# Best HGVC in San Diego, CA area?



## Cool_beans00 (Apr 23, 2013)

Grand Pacific Marbrisa
Grand Pacific Palisades 
Carlsbad Seapoint

I'm planning a birthday getaway for my fiance and I to San Diego.  I just wanted to get the opinions of people here that have been to the San Diego HGVC resorts.

I'm thinking about taking her to the Wild animal park in escondido and perhaps a horseback ride also in esocondido.  Maybe Lego land.  We'll have a car so getting around shouldn't be a problem.

thanks in advance!


----------



## presley (Apr 23, 2013)

Cool_beans00 said:


> Grand Pacific MarbrisaNewest and still has construction going on.  Nice things about it is the Sheraton in the middle of the property has a nice bar and grille and a great spa.  Marbrisa's new pool area also has an outdoor bar.  Has a private back entrance to Legoland
> 
> Grand Pacific Palisades Great resort has a restaurant/pub onsite. They just added a tour of Karl Strauss (onsite) as one of the regular activities.  Rooms are undergoing renovations right now.  They have a free shuttle that will drive you to the front of legoland or you can just walk.
> 
> Carlsbad Seapointe My favorite of the 3 because it has a great sunset view and the ocean is across the street.  The downside is that if you get hungry, you need to drive.  No food within the property with the exception of vending machines.  Lots of activities throughout the week  You will hear the train going by several times each day.
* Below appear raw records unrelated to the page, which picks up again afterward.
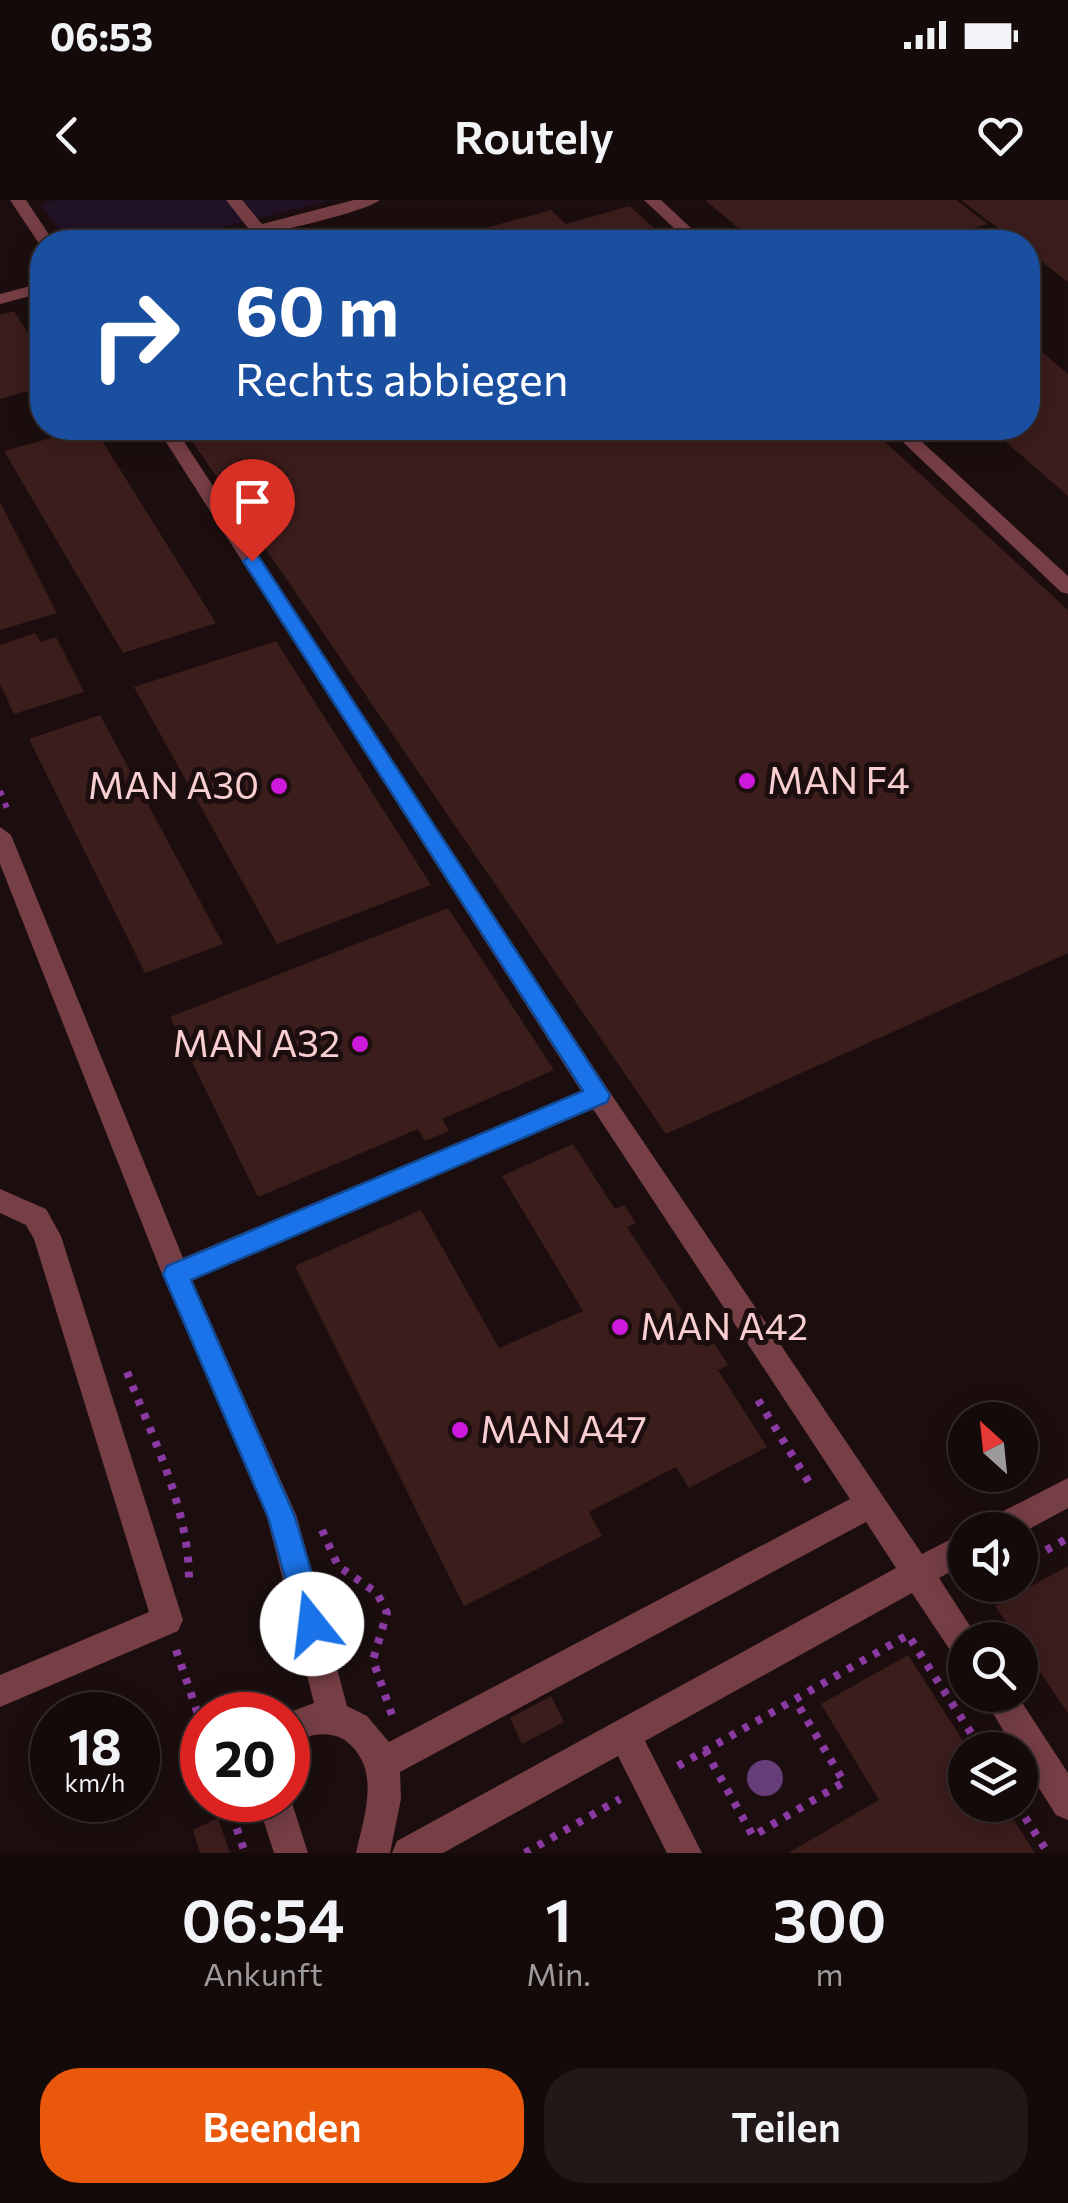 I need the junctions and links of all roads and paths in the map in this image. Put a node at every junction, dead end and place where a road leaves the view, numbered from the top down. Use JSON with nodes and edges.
{"nodes":[{"id":1,"x":20,"y":200,"type":"edge"},
{"id":2,"x":234,"y":200,"type":"edge"},
{"id":3,"x":372,"y":200,"type":"edge"},
{"id":4,"x":652,"y":200,"type":"edge"},
{"id":5,"x":39,"y":230,"type":"edge"},
{"id":6,"x":257,"y":230,"type":"edge"},
{"id":7,"x":262,"y":230,"type":"edge"},
{"id":8,"x":685,"y":230,"type":"edge"},
{"id":9,"x":30,"y":291,"type":"edge"},
{"id":10,"x":0,"y":299,"type":"edge"},
{"id":11,"x":174,"y":440,"type":"edge"},
{"id":12,"x":910,"y":440,"type":"edge"},
{"id":13,"x":1068,"y":587,"type":"edge"},
{"id":14,"x":0,"y":834,"type":"edge"},
{"id":15,"x":598,"y":1095,"type":"junction"},
{"id":16,"x":9,"y":1204,"type":"edge"},
{"id":17,"x":176,"y":1274,"type":"junction"},
{"id":18,"x":1068,"y":1492,"type":"edge"},
{"id":19,"x":872,"y":1503,"type":"junction"},
{"id":20,"x":1031,"y":1512,"type":"edge"},
{"id":21,"x":1068,"y":1538,"type":"edge"},
{"id":22,"x":948,"y":1556,"type":"edge"},
{"id":23,"x":1038,"y":1556,"type":"edge"},
{"id":24,"x":918,"y":1572,"type":"junction"},
{"id":25,"x":950,"y":1622,"type":"edge"},
{"id":26,"x":0,"y":1691,"type":"edge"},
{"id":27,"x":795,"y":1700,"type":"junction"},
{"id":28,"x":1009,"y":1712,"type":"edge"},
{"id":29,"x":333,"y":1714,"type":"junction"},
{"id":30,"x":310,"y":1720,"type":"edge"},
{"id":31,"x":970,"y":1732,"type":"edge"},
{"id":32,"x":624,"y":1733,"type":"junction"},
{"id":33,"x":705,"y":1750,"type":"junction"},
{"id":34,"x":381,"y":1764,"type":"junction"},
{"id":35,"x":649,"y":1782,"type":"junction"},
{"id":36,"x":1068,"y":1803,"type":"edge"},
{"id":37,"x":234,"y":1822,"type":"edge"},
{"id":38,"x":281,"y":1822,"type":"edge"},
{"id":39,"x":1028,"y":1822,"type":"edge"},
{"id":40,"x":245,"y":1853,"type":"edge"},
{"id":41,"x":291,"y":1853,"type":"edge"},
{"id":42,"x":373,"y":1853,"type":"edge"},
{"id":43,"x":409,"y":1853,"type":"edge"},
{"id":44,"x":525,"y":1853,"type":"edge"},
{"id":45,"x":685,"y":1853,"type":"edge"},
{"id":46,"x":1048,"y":1853,"type":"edge"}],
"edges":[{"from":1,"to":5,"type":"street"},
{"from":2,"to":6,"type":"street"},
{"from":3,"to":7,"type":"street"},
{"from":4,"to":8,"type":"street"},
{"from":9,"to":10,"type":"street"},
{"from":11,"to":15,"type":"street"},
{"from":12,"to":13,"type":"street"},
{"from":14,"to":17,"type":"street"},
{"from":15,"to":17,"type":"street"},
{"from":15,"to":19,"type":"street"},
{"from":16,"to":26,"type":"street"},
{"from":17,"to":29,"type":"street"},
{"from":18,"to":20,"type":"street"},
{"from":19,"to":24,"type":"street"},
{"from":19,"to":34,"type":"street"},
{"from":21,"to":23,"type":"path"},
{"from":22,"to":24,"type":"street"},
{"from":24,"to":25,"type":"street"},
{"from":24,"to":32,"type":"street"},
{"from":27,"to":31,"type":"path"},
{"from":27,"to":33,"type":"path"},
{"from":27,"to":33,"type":"path"},
{"from":28,"to":36,"type":"street"},
{"from":29,"to":30,"type":"street"},
{"from":29,"to":34,"type":"street"},
{"from":32,"to":35,"type":"street"},
{"from":32,"to":43,"type":"street"},
{"from":33,"to":35,"type":"path"},
{"from":34,"to":42,"type":"street"},
{"from":35,"to":44,"type":"path"},
{"from":35,"to":45,"type":"street"},
{"from":37,"to":40,"type":"path"},
{"from":38,"to":41,"type":"street"},
{"from":39,"to":46,"type":"path"}]}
I do own all 3 and they have the best beds I've ever slept in.  Those 3 resorts won all 3 awards for going green.  As a result, the lights take a moment to warm up.  They will shut off when you leave a room, too.


----------



## buzglyd (Apr 23, 2013)

presley said:


> I do own all 3 and they have the best beds I've ever slept in.  Those 3 resorts won all 3 awards for going green.  As a result, the lights take a moment to warm up.  They will shut off when you leave a room, too.



I just picked up my new Seapointe owner's bed yesterday. 

Slept on it last night.


----------



## buzglyd (Apr 23, 2013)

An important question is when?

Seapointe is right on the coast highway and late Spring, early Summer it can be foggy.

Of course the other two are only another mile inland but sometimes that an make a difference.

I like Seapointe the best but that's the only one I own.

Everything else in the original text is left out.